**** RECORDS ****
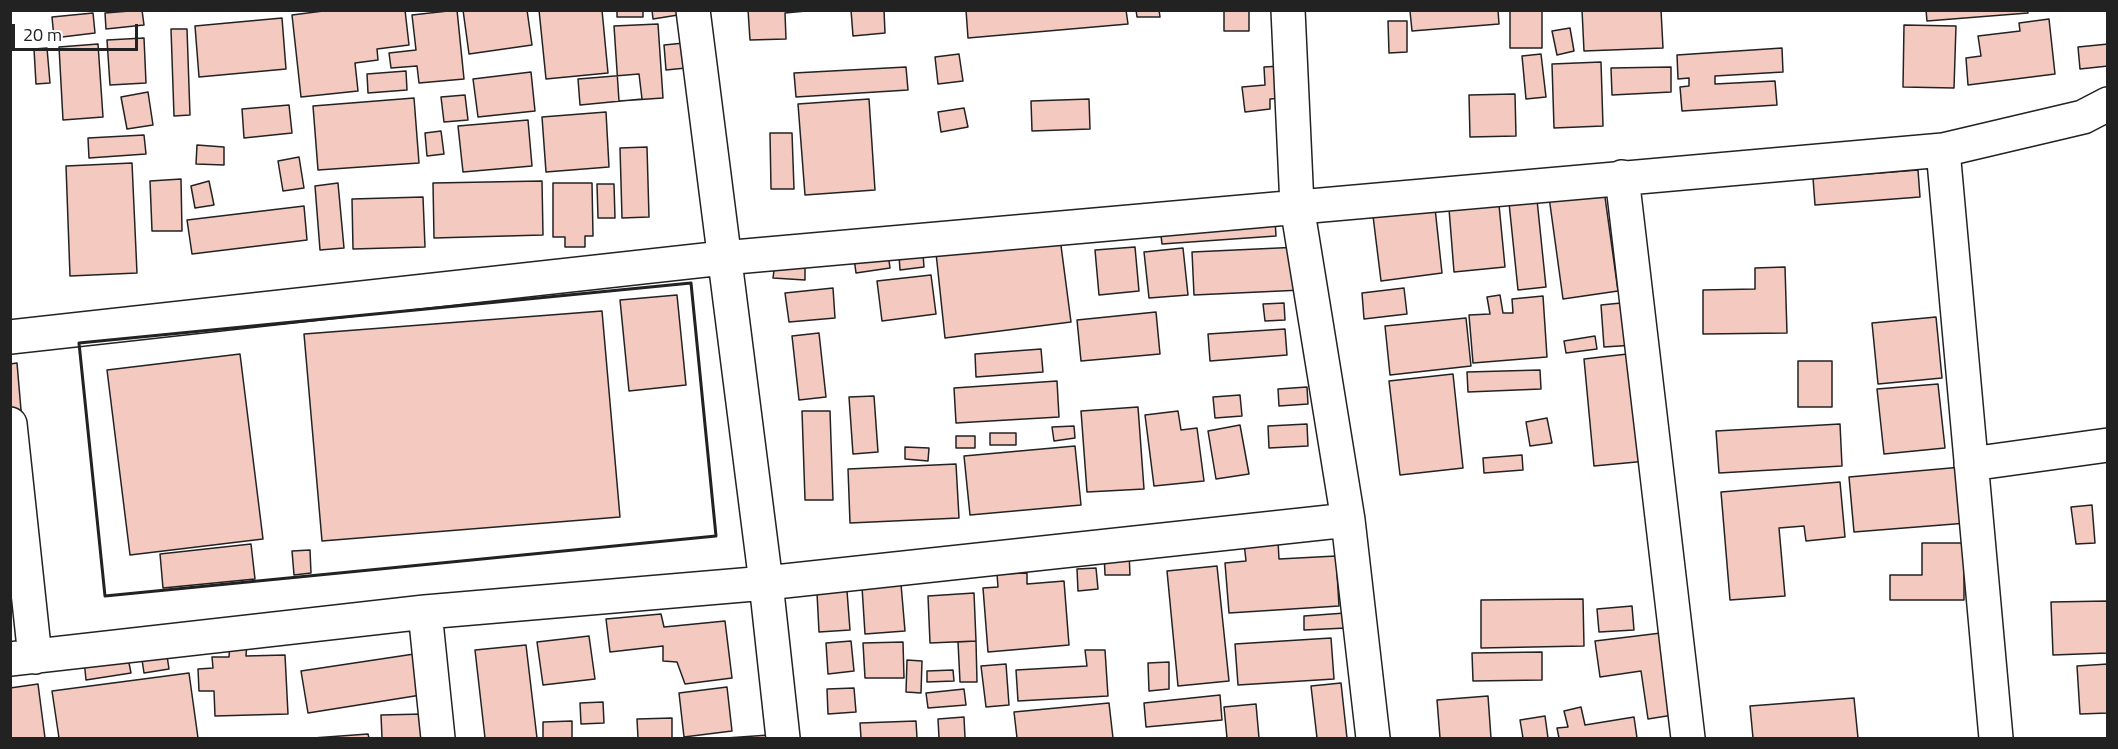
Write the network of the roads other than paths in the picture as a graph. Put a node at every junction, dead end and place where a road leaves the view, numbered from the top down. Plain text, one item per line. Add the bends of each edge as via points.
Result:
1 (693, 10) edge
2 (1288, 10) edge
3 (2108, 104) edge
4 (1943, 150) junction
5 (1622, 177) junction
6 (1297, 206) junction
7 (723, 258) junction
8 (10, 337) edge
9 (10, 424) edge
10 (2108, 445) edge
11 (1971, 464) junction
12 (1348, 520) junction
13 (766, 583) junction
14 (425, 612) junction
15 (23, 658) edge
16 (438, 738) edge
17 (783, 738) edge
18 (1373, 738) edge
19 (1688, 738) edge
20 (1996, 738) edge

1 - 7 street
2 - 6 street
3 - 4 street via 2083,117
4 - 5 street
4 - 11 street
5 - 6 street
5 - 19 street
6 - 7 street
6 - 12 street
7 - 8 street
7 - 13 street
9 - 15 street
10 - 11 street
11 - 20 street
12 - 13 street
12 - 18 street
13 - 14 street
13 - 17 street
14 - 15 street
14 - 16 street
****
Repeat the records above exactly. Pictures do not belong in the copy.

Write the network of the roads other than paths in the picture as a graph. Put a node at every junction, dead end and place where a road leaves the view, numbered from the top down. Plain text, one item per line. Add the bends of each edge as via points.
Result:
1 (693, 10) edge
2 (1288, 10) edge
3 (2108, 104) edge
4 (1943, 150) junction
5 (1622, 177) junction
6 (1297, 206) junction
7 (723, 258) junction
8 (10, 337) edge
9 (10, 424) edge
10 (2108, 445) edge
11 (1971, 464) junction
12 (1348, 520) junction
13 (766, 583) junction
14 (425, 612) junction
15 (23, 658) edge
16 (438, 738) edge
17 (783, 738) edge
18 (1373, 738) edge
19 (1688, 738) edge
20 (1996, 738) edge

1 - 7 street
2 - 6 street
3 - 4 street via 2083,117
4 - 5 street
4 - 11 street
5 - 6 street
5 - 19 street
6 - 7 street
6 - 12 street
7 - 8 street
7 - 13 street
9 - 15 street
10 - 11 street
11 - 20 street
12 - 13 street
12 - 18 street
13 - 14 street
13 - 17 street
14 - 15 street
14 - 16 street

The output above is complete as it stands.